**** DATA RECORDS ****
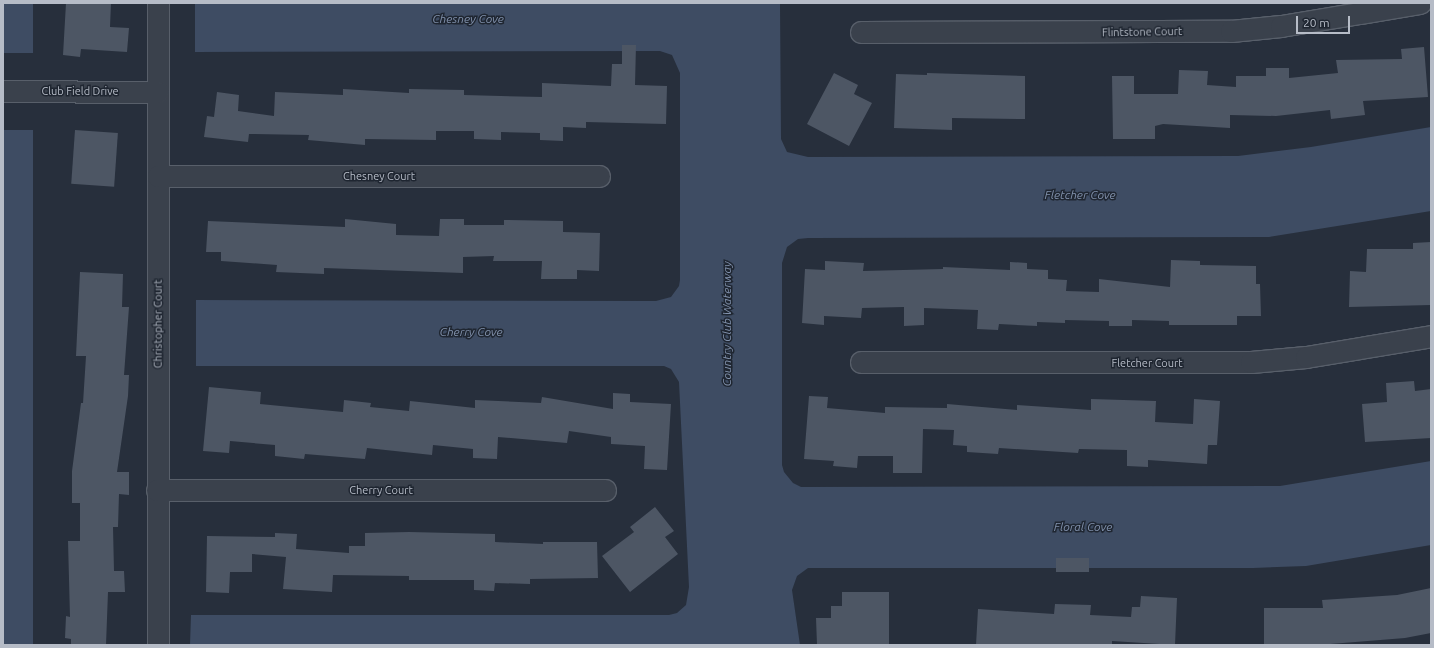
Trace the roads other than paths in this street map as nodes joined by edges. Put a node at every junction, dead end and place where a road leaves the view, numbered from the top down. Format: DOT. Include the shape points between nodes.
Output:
graph roads {
  1 [pos="158,3"];
  2 [pos="1420,3"];
  3 [pos="861,32"];
  4 [pos="3,91"];
  5 [pos="158,92"];
  6 [pos="158,176"];
  7 [pos="599,176"];
  8 [pos="1431,336"];
  9 [pos="861,362"];
  10 [pos="158,490"];
  11 [pos="606,490"];
  12 [pos="158,645"];
  1 -- 5 [label="street, Christopher Court"];
  2 -- 3 [label="street, Flintstone Court" via="1281,26 1237,30"];
  4 -- 5 [label="street, Club Field Drive"];
  5 -- 6 [label="street, Christopher Court"];
  6 -- 7 [label="street, Chesney Court"];
  6 -- 10 [label="street, Christopher Court"];
  8 -- 9 [label="street, Fletcher Court" via="1306,357 1251,362"];
  10 -- 11 [label="street, Cherry Court"];
  10 -- 12 [label="street, Christopher Court"];
}
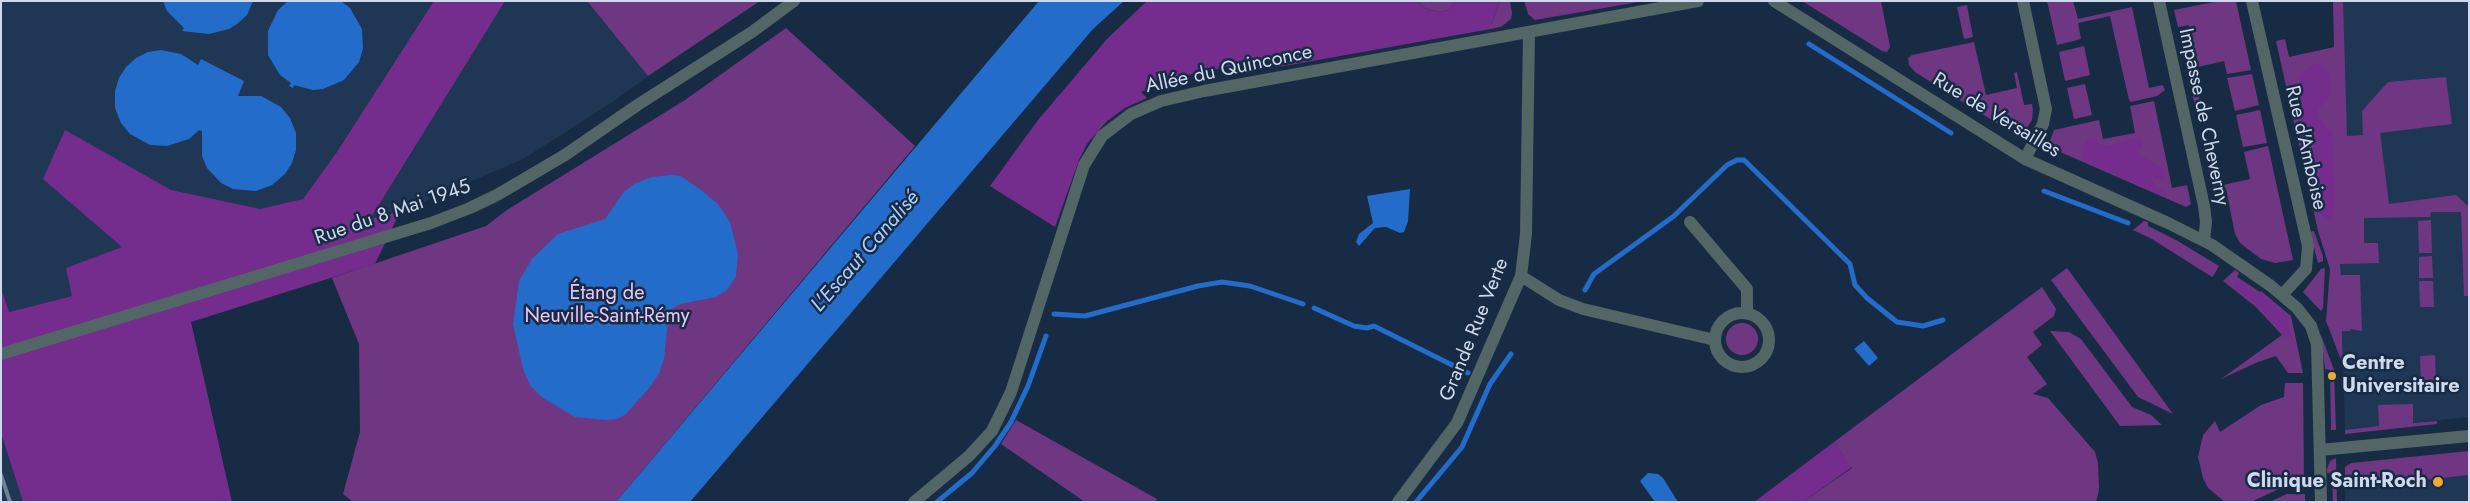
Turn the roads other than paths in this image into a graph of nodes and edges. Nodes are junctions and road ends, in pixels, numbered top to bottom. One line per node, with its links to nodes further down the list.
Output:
1 (1698, 1): 7 (street, Allée du Quinconce)
2 (1774, 1): 8 (street, Rue de Versailles)
3 (2023, 1): 8 (street)
4 (2159, 1): 10 (street, Impasse de Cheverny)
5 (2252, 1): 12 (street, Rue d'Amboise)
6 (789, 5): 15 (street, Rue du 8 Mai 1945)
7 (1529, 32): 11 (street, Grande Rue Verte); 18 (street, Allée du Quinconce)
8 (2025, 159): 10 (street, Rue de Versailles)
9 (1690, 222): 13 (street)
10 (2204, 241): 12 (street, Rue de Versailles)
11 (1521, 276): 14 (street); 19 (street, Grande Rue Verte)
12 (2282, 295): 17 (street, Rue de Versailles)
13 (1746, 313): 14 (street); 14 (street)
14 (1715, 340)
15 (1, 354)
16 (2469, 436): 17 (street)
17 (2320, 450): 20 (street, Rue de Versailles)
18 (914, 502)
19 (1398, 502)
20 (2321, 502)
****
TASK:
Copy each line from the entries above that has the word "edges" in it.

WRITTEN ANSWER:
Trace the roads other than paths in this street map as nodes joined by edges. Put a node at every junction, dead end and place where a road leaves the view, numbered from the top down. Format: DOT. Include the shape points between nodes.
Turn the roads other than paths in this image into a graph of nodes and edges. Nodes are junctions and road ends, in pixels, numbered top to bottom. One line per node, with its links to nodes further down the list.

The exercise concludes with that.